I *heart* Thinkmap’s Visual Theasurus

October 31, 2008 in All Ages, Industry Resources, Outstanding Design | No comments

 

I love language. I especially love the poetry that comes truth about enzyte from chasing words free association style through the pages of a Roget’s unabridged. As someone who makes their living largely through writing, there is no better office companion. With words grouped by meaning rather than alphabet, browsing it often feels like a waking dream or an act of meditation. I even use it in my design work when I am stuck for inspiration.

So, imagine my absolute delight when I discovered that the good folks at Thinkmap have taken my intuitive approach one step further, and created a Visual Thesaurus that in their words “works like your brain, not a paper-bound book. You’ll want to explore just to see what might happen.” Type in any word, and before your eyes blossom the most beautiful, delicate constellations. At the heart is your word, and around it a branching depiction of all of the related words on a snowy white field.

Each related word meaning is depicted by a different color (noun, verb, adjective, or adverb), and its relationship to the original word, be it synonym or antonym, is depicted by a different kind of line. Click an icon in the center, and you can even hear it pronounced. Click on any word in the constellation and a new form magically blooms. Quite aside from its usefulness, it’s really beautiful.

“The whole interface feels almost alive; it reinforces word connections in a direct manner and encourages exploration… overall it’s a rare, rewarding example of a paper-bound process that has been radically rethought from the bits up.” -The Washington Post

Check out a free trial at www.visualthesaurus.com, and while you’re there try your hand at the spelling bee or any of the other fun language games, create your favorite thematic word constellations, and generally join the language geekery. If you love it as much as I do, the $20 annual subscription seems like a small price to pay for something that’s both practical and a whole bunch of fun.
Tips for success in the children’s book industry

June 18, 2008 in Eye on the Industry | 4 comments

 

If you want to get rich, pick another industry. Seriously.

Do not write about your dog, your grandkids, horses, rainbows, puppies, feelings, or fairies. Be careful about wizards too.

Get a [good] agent.

Work with a professional editor.

Work with a professional book designer.

Assume the publisher will assign the illustrator.

Know that it’s a numbers game.

Writing a book is much harder than you think.

There is no such thing as a shortcut that works in children’s publishing.

Get comfortable with rejection.

When you think you’re finished, cut 200 pages.

Understand the difference between guerilla marketing and gorilla marketing. The first is okay; the second is not okay.

Seek to broaden your understanding beyond writer’s societies.

Become a prospective bookseller.

Become a prospective publisher.

Know that the market over-publishes, and only the strong survive the first printing.

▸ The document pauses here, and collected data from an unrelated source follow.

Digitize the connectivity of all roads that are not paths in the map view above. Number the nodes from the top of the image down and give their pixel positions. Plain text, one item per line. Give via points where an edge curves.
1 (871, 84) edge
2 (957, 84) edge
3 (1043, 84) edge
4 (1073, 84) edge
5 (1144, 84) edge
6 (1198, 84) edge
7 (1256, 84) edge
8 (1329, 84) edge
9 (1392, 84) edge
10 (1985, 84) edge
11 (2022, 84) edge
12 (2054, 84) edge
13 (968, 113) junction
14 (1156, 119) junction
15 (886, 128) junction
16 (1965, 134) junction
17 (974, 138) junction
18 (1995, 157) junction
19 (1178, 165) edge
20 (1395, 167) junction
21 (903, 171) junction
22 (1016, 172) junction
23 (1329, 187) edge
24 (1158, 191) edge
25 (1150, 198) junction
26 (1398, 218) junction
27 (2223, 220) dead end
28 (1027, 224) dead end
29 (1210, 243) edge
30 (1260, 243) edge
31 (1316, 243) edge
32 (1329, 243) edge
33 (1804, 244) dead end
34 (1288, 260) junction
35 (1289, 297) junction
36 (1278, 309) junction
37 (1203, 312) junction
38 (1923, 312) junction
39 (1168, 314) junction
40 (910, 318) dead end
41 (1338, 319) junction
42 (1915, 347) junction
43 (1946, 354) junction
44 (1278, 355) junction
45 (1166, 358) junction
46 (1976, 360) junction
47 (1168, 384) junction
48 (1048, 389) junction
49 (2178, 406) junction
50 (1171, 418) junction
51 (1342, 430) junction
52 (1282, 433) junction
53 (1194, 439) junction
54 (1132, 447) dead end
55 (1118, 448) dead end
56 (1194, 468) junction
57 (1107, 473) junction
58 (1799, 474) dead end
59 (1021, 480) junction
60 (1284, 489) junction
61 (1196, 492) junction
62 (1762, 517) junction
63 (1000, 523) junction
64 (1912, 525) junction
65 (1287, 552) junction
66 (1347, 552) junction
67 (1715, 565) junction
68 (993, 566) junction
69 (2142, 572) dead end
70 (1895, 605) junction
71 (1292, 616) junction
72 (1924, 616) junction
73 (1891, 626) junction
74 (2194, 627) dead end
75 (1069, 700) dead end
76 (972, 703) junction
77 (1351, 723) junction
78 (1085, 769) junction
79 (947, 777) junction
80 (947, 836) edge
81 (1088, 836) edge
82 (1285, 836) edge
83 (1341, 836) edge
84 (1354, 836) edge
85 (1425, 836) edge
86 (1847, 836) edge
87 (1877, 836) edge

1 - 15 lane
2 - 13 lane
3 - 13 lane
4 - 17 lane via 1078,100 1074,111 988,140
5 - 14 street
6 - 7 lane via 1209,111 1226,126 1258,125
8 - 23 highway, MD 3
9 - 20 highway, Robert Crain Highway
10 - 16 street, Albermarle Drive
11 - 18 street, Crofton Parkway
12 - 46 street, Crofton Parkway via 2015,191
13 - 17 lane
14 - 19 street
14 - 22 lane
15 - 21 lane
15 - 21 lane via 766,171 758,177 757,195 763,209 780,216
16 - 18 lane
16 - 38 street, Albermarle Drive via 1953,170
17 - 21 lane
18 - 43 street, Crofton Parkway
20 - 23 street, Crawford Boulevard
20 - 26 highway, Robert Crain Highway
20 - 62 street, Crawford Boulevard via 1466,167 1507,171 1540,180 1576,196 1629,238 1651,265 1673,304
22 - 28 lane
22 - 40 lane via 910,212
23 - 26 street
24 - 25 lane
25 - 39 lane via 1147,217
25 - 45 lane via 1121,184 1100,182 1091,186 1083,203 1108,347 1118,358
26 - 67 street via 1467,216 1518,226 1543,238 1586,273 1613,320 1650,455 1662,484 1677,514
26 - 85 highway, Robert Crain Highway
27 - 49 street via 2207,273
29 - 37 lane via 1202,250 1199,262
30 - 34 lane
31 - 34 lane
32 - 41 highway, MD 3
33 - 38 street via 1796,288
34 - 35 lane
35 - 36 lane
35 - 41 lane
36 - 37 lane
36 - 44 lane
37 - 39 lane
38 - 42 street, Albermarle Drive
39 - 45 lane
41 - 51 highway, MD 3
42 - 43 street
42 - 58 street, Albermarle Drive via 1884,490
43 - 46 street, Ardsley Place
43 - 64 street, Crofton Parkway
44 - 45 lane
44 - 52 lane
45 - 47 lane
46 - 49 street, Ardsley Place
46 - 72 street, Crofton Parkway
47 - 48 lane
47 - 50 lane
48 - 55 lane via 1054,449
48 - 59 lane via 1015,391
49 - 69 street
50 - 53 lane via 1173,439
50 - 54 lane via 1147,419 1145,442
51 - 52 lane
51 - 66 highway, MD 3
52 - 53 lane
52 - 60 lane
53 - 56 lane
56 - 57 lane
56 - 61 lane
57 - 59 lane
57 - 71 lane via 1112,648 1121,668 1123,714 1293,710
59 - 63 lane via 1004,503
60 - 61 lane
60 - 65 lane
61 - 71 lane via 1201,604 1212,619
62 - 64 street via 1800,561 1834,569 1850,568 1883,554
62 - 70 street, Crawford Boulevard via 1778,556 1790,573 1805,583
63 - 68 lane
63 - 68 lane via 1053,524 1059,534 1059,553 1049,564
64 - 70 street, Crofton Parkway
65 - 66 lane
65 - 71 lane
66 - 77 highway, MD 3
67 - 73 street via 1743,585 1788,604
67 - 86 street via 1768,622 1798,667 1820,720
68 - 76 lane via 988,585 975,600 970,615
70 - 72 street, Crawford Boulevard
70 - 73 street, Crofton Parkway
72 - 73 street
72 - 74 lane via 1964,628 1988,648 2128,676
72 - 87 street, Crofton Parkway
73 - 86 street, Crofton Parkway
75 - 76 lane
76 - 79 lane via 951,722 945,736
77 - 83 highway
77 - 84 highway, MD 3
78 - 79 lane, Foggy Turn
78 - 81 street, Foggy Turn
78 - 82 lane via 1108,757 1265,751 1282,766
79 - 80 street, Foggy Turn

Understand the difference between frontlist, backlist, and midlist.

Don’t call yourself a publisher unless you have more than six different books by different authors in print and you own the ISBNs.

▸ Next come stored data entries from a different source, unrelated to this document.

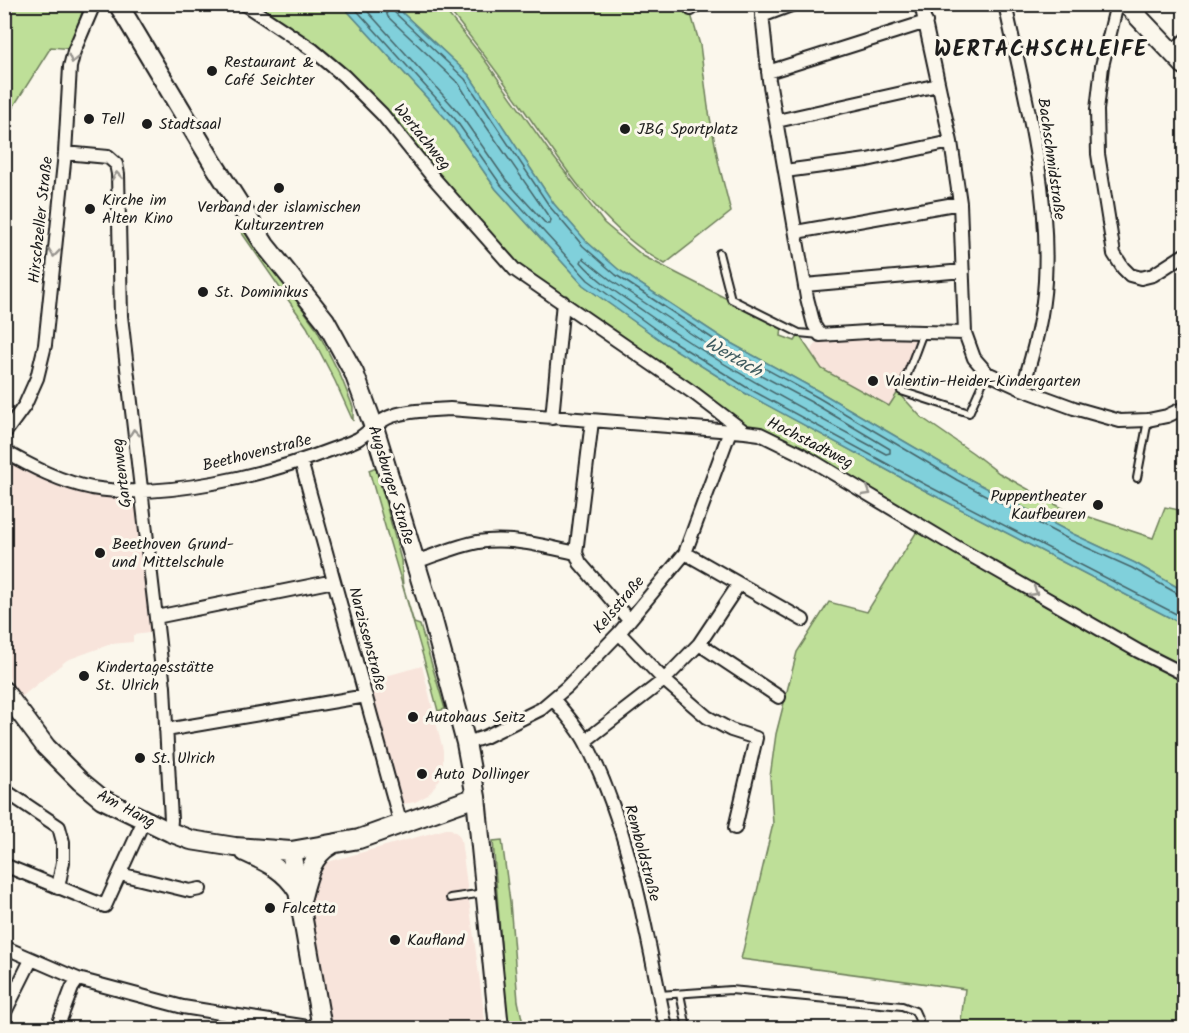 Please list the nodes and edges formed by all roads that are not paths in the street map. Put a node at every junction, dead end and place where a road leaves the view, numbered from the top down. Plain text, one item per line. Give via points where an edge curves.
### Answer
1 (94, 4) edge
2 (118, 4) edge
3 (244, 4) edge
4 (794, 4) edge
5 (921, 4) edge
6 (1005, 4) edge
7 (1117, 4) edge
8 (1126, 4) edge
9 (762, 10) edge
10 (926, 22) junction
11 (1180, 53) edge
12 (768, 72) junction
13 (938, 85) junction
14 (777, 121) junction
15 (951, 142) junction
16 (65, 153) junction
17 (785, 171) junction
18 (960, 203) junction
19 (796, 232) junction
20 (719, 254) dead end
21 (1185, 255) edge
22 (963, 271) junction
23 (805, 285) junction
24 (563, 302) junction
25 (924, 332) junction
26 (965, 333) junction
27 (820, 335) junction
28 (987, 374) junction
29 (1022, 389) junction
30 (1185, 408) edge
31 (552, 418) junction
32 (1148, 420) junction
33 (592, 421) junction
34 (374, 427) junction
35 (730, 431) junction
36 (745, 432) junction
37 (4, 434) edge
38 (4, 451) edge
39 (301, 461) junction
40 (1137, 478) dead end
41 (141, 491) junction
42 (576, 553) junction
43 (685, 553) junction
44 (415, 562) junction
45 (334, 581) junction
46 (739, 584) junction
47 (156, 617) junction
48 (629, 620) junction
49 (803, 620) dead end
50 (619, 633) junction
51 (699, 644) junction
52 (1185, 674) edge
53 (664, 680) junction
54 (4, 691) edge
55 (366, 696) junction
56 (779, 697) dead end
57 (553, 699) junction
58 (166, 730) junction
59 (585, 741) junction
60 (466, 743) junction
61 (4, 790) edge
62 (476, 797) junction
63 (144, 820) junction
64 (401, 825) junction
65 (735, 828) dead end
66 (170, 832) junction
67 (333, 844) junction
68 (235, 847) junction
69 (291, 851) junction
70 (4, 865) edge
71 (120, 874) junction
72 (58, 888) junction
73 (200, 889) dead end
74 (484, 893) junction
75 (299, 895) junction
76 (450, 898) dead end
77 (4, 947) edge
78 (31, 960) junction
79 (78, 979) junction
80 (680, 994) junction
81 (659, 995) junction
82 (4, 1014) edge
83 (57, 1029) edge
84 (314, 1029) edge
85 (322, 1029) edge
86 (499, 1029) edge
87 (666, 1029) edge
88 (687, 1029) edge
89 (918, 1029) edge

1 -> 16 street, Hirschzeller Straße via 70,67
2 - 34 main road, Augsburger Straße via 265,245 325,320 354,373
3 - 24 street, Wertachweg via 344,76 382,114 515,270
4 - 9 street
5 - 10 street
6 - 29 street, Bachschmidstraße via 1031,120 1042,186 1045,243 1041,312
7 - 21 street via 1102,66 1097,110 1098,154 1114,254 1130,275 1141,278 1154,275
8 - 11 main road
9 - 12 street
10 - 12 street
10 - 13 street
12 - 14 street
13 - 14 street
13 - 15 street
14 - 17 street
15 - 17 street via 867,160
15 - 18 street
16 -> 37 street, Hirschzeller Straße via 45,345 25,405
41 -> 16 street, Gartenweg via 121,316 116,164 108,157
17 - 19 street
18 - 19 street
18 - 22 street
19 - 23 street
20 - 27 lane via 731,299 799,333
22 - 23 street
22 - 26 street
23 - 27 street
24 - 31 street
24 - 36 street, Wertachweg
25 - 26 street
25 - 27 street
25 - 28 lane via 901,391 969,413
26 - 28 street via 974,358
28 - 29 street
29 - 32 street via 1120,421
30 - 32 street
31 - 33 street, Hochstadtweg
31 - 34 street, Hochstadtweg via 450,409 389,416
32 - 40 lane
33 - 35 street, Hochstadtweg
33 - 42 street
34 - 39 street, Beethovenstraße via 357,439
34 - 44 main road, Augsburger Straße
35 - 36 street, Hochstadtweg
35 - 43 street, Kelsstraße
36 -> 52 street, Hochstadtweg via 760,434 801,454 1128,646
38 - 41 street, Beethovenstraße via 32,467 92,488
39 - 41 street, Beethovenstraße via 224,481
39 - 45 street, Narzissenstraße
41 - 47 street, Gartenweg
42 - 44 street via 501,541 477,542
42 - 48 street via 580,563
43 - 46 street
43 - 48 street, Kelsstraße
44 - 60 main road, Augsburger Straße
45 - 47 street
45 - 55 street, Narzissenstraße
46 - 49 street
46 - 51 street
47 - 58 street, Gartenweg
48 - 50 street, Kelsstraße
50 - 53 street
50 - 57 street, Kelsstraße
51 - 53 street
51 - 56 street
53 - 59 street
53 - 65 street via 707,717 756,738
54 - 63 main road, Am Hang via 46,747 80,782 102,799
55 - 58 street
55 - 64 street, Narzissenstraße
57 - 59 street, Remboldstraße
57 - 60 street, Kelsstraße via 541,709
58 - 66 street, Gartenweg
59 - 81 street, Remboldstraße via 631,867
60 - 62 main road, Augsburger Straße
61 - 72 street via 59,827 63,862
62 - 64 main road, Am Hang
62 - 74 main road, Augsburger Straße
63 - 66 main road, Am Hang
63 - 71 street
64 - 67 main road, Am Hang
66 - 68 main road, Am Hang via 191,840
67 - 69 main road, Am Hang
67 - 75 main road via 315,858
68 - 69 main road, Am Hang
68 - 75 main road via 289,877
69 - 75 main road
70 - 72 street
71 - 72 street via 105,906
71 - 73 street via 190,891
74 - 76 lane
74 - 86 main road, Augsburger Straße
75 - 85 main road
77 - 78 street
78 - 79 street
78 - 82 street
79 - 83 street
79 - 84 street via 183,1007
80 - 81 lane
80 - 88 lane
80 - 89 lane via 731,990 902,1006 915,1011
81 - 87 street, Remboldstraße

Present yourself professionally.

Don’t try to start a viral campaign under an assumed name.

If you self-publish, expect skepticism.

Invest in professional design for your website.

Even award-winning authors have trouble moving books.

Publishers and booksellers talk; your reputation for difficulty will precede you.

Stop reading bestsellers if you want to write.

The way to the universal is through the deeply personal.

None of this $#%@$! matters unless you write a good book.
Savvy

June 16, 2008 in (12-18) Young Adult, 2008 Spring, Books that rate a 9+, Gutsy Girls, Instant Classic, Quirky and Hard to Define | No comments

 

Savvy by Ingrid Law

Penguin; May 2008; 352 pp; $16.95 HC

978-0803733060

Core Audience: Readers 12+ and folks who love predicting award winners

Strengths: Completely original from cover to cover and then some

Twelve-year-old Mibs Beaumont has been counting down the days till her thirteenth birthday—the day her “savvy” will make itself known. Will she be able to create hurricanes like her brother? Or capture wonderful sounds in canning jars like her grandmother? Then Mibs’ father has a terrible accident just before her birthday, and Mibs feels sure that her savvy will be to help her dad. When she stows away on a traveling salesman’s pink bus to try to get to her father’s distant hospital, she finds herself on a madcap odyssey in the heartland of America—one that is as full of unexpected adventure and friendship as Mibs herself. Like some of my other favorite offbeat books of recent years, this story is absolutely original, with detail and a richness in the writing that paves its own way. This novel is also remarkable in the fact that it combines matter-of-fact bible belt imagery and fantastical super-powers in the same story in a way that manages to be neither off-puttingly dogmatic or overly fantastical, but rather sort of dreamy and lyrical. A book as unexpected as its main character and anyone who reads it seems to love it, no matter where they are coming from.